A vaccine given during pregnancy is dramatically reducing hospital admissions among newborns with respiratory syncytial virus (RSV), with UK health officials reporting a decrease of more than 80 per cent. The jab, offered to pregnant women from 28 weeks of gestation since 2024, protects babies from birth by boosting maternal immunity and transferring immunity through the placenta. A major new study analysing nearly 300,000 births across England between September 2024 and March 2025 has demonstrated the vaccine’s “excellent protection” during the period when infants are most vulnerable to the virus. RSV affects roughly 50 per cent of newborns and remains one of the leading causes of hospital admission in babies under one year old, with more than 20,000 serious cases documented annually across the UK.
How the vaccine protects vulnerable infants
RSV, or respiratory syncytial virus, is a frequent respiratory infection that affects approximately half of all newborns during their first few months of life. The virus can range from causing mild cold-like symptoms to triggering severe chest infections that leave babies struggling to breathe and feed. In the most severe cases, the lung inflammation becomes life-threatening, with small numbers of infants dying from the infection each year. Dr Conall Watson, national programme lead for RSV at the UK Health Security Agency, emphasises the distressing nature of severe RSV infections: “In babies with bad infections you can see their chest and lungs struggling, as they try to pull enough oxygen in. This is very, very frightening as a parent, frightening with good reason.”

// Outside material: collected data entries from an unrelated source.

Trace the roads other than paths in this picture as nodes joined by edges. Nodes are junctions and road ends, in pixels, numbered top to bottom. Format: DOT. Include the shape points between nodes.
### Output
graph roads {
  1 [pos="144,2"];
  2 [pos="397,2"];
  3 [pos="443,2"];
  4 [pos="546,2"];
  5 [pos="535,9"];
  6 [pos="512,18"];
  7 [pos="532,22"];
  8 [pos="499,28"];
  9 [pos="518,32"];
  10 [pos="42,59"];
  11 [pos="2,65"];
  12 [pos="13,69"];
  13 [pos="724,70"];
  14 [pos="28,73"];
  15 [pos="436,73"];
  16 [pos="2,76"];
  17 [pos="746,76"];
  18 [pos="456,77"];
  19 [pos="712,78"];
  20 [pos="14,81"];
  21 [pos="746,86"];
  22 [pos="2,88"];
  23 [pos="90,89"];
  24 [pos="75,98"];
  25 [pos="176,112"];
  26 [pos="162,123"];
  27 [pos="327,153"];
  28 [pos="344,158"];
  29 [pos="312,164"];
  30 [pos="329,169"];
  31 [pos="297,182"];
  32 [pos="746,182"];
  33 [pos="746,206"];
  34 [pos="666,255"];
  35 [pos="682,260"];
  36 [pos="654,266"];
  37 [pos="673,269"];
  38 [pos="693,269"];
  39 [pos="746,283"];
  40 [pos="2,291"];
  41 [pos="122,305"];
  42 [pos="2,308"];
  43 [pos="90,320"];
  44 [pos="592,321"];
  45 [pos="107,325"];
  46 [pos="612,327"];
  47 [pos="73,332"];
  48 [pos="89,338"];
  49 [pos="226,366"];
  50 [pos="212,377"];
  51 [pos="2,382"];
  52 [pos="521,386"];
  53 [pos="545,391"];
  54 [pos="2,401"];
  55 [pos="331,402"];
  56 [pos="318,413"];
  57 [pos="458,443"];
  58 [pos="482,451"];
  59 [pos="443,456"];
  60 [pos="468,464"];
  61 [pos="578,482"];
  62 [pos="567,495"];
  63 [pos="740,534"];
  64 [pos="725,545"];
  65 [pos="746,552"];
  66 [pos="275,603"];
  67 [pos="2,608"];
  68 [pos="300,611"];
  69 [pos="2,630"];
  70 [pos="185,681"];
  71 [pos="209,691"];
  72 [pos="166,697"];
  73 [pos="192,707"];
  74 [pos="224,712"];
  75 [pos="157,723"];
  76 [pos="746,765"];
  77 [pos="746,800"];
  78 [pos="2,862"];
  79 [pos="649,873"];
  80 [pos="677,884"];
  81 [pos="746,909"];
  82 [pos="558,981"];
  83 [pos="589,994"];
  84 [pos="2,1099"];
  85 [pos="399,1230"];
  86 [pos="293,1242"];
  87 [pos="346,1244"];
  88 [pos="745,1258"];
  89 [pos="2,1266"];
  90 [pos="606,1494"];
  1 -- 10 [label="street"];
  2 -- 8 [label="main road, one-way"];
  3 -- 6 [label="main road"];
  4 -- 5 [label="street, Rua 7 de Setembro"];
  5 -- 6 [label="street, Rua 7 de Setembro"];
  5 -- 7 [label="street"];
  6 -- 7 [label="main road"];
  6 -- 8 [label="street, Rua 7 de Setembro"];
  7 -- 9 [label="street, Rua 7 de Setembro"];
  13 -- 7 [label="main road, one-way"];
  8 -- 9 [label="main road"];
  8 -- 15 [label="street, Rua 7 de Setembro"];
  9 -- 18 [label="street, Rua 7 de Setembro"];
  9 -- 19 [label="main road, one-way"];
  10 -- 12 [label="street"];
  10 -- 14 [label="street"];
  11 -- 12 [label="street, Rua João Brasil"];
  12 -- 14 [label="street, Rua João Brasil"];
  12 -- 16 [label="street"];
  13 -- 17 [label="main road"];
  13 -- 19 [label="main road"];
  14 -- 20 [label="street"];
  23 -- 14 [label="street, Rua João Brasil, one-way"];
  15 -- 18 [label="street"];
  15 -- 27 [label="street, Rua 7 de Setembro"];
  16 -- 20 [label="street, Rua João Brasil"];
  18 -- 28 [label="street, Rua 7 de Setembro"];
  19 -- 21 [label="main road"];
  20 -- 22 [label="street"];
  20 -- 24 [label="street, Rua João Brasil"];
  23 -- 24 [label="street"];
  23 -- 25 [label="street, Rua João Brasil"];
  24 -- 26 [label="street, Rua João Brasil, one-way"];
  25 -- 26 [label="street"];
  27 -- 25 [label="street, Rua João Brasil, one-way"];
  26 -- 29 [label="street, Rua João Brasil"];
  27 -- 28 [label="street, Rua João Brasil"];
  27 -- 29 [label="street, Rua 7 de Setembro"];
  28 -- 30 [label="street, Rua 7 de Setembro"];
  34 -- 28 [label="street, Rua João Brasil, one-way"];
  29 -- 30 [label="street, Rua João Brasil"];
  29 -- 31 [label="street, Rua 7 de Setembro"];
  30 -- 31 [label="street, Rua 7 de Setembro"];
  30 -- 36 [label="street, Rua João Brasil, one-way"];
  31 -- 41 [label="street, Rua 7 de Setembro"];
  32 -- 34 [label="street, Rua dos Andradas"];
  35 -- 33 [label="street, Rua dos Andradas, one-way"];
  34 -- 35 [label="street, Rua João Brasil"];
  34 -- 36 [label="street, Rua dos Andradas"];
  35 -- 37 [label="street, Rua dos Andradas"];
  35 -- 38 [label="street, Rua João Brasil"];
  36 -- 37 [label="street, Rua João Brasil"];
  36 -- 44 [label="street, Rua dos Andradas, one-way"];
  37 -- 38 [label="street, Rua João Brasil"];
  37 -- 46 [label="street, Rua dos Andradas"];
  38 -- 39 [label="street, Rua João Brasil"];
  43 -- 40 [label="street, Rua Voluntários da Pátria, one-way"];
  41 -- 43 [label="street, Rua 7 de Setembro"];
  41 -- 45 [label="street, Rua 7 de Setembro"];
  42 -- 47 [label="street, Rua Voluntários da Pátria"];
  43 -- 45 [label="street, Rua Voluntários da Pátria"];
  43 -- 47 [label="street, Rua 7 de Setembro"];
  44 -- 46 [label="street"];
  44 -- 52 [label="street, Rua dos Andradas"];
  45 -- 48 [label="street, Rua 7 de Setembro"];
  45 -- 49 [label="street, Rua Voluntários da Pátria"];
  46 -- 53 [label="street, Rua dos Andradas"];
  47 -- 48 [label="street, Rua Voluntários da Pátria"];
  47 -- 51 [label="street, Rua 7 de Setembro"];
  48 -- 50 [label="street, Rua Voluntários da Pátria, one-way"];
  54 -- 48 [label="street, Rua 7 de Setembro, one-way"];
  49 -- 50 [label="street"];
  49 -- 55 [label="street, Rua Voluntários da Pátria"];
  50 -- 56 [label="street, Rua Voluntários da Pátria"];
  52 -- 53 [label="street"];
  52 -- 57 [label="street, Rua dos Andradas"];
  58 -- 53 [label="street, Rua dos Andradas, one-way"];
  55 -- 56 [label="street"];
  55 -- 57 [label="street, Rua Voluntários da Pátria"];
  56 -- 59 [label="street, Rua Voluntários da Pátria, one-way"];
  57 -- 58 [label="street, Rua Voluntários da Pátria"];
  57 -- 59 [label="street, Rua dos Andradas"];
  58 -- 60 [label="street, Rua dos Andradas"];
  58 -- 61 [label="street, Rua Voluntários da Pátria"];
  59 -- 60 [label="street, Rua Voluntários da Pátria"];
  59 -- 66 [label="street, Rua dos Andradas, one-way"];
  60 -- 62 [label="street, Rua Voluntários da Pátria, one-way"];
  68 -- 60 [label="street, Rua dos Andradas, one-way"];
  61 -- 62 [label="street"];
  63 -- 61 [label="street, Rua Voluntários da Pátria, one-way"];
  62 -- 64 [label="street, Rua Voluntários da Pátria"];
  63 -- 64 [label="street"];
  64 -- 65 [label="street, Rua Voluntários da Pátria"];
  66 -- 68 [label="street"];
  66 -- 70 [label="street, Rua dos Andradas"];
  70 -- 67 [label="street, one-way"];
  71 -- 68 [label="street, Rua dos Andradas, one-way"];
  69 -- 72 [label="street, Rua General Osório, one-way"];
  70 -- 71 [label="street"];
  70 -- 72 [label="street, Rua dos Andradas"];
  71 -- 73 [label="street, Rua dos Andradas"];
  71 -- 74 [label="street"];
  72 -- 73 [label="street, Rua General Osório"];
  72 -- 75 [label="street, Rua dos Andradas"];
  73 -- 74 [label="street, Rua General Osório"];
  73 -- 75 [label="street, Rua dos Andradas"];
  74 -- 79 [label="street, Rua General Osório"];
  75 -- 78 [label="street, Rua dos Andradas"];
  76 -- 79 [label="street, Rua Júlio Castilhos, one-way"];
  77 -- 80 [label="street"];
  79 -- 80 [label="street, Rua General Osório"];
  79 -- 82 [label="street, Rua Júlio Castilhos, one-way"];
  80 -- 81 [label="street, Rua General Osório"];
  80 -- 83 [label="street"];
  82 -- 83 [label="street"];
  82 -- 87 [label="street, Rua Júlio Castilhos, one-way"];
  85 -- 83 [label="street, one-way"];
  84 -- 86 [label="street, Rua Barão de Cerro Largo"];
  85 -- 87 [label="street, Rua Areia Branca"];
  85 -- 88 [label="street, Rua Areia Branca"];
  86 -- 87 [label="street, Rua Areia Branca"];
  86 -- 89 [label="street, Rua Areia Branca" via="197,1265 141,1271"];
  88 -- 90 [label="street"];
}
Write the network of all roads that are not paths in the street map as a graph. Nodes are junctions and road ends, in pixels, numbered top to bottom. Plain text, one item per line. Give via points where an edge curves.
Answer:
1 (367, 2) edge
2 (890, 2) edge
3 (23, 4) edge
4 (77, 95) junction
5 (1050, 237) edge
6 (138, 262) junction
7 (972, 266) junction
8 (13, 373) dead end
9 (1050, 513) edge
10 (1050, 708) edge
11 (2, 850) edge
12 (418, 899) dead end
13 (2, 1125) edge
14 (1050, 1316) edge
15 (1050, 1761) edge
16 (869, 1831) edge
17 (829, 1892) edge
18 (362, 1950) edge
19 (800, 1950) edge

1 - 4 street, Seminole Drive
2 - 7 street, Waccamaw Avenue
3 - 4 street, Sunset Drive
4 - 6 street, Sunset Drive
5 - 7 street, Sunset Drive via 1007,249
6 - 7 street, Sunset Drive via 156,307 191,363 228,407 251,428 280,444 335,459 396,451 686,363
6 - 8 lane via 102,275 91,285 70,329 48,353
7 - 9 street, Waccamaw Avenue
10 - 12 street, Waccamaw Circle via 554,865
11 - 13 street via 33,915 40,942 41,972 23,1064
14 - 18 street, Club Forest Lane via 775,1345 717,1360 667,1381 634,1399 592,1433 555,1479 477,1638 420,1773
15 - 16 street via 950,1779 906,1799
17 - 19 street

The pregnancy vaccine operates by stimulating the mother’s body’s defences to generate defence proteins, which are then transferred to the foetus through the placenta. This maternal immunity offers newborns with instant defence from the moment of birth, exactly when they are highly susceptible to RSV. The latest research shows that protection reaches nearly 85 per cent when the vaccine is administered at least four weeks before delivery. Even briefer gaps between vaccination and birth can still deliver substantial defence, with evidence indicating that a fortnight’s interval is sufficient to shield babies born slightly early. Dr Watson advises pregnant women to receive the vaccine on schedule, whilst observing that protection can still occur even if administered later in the third trimester.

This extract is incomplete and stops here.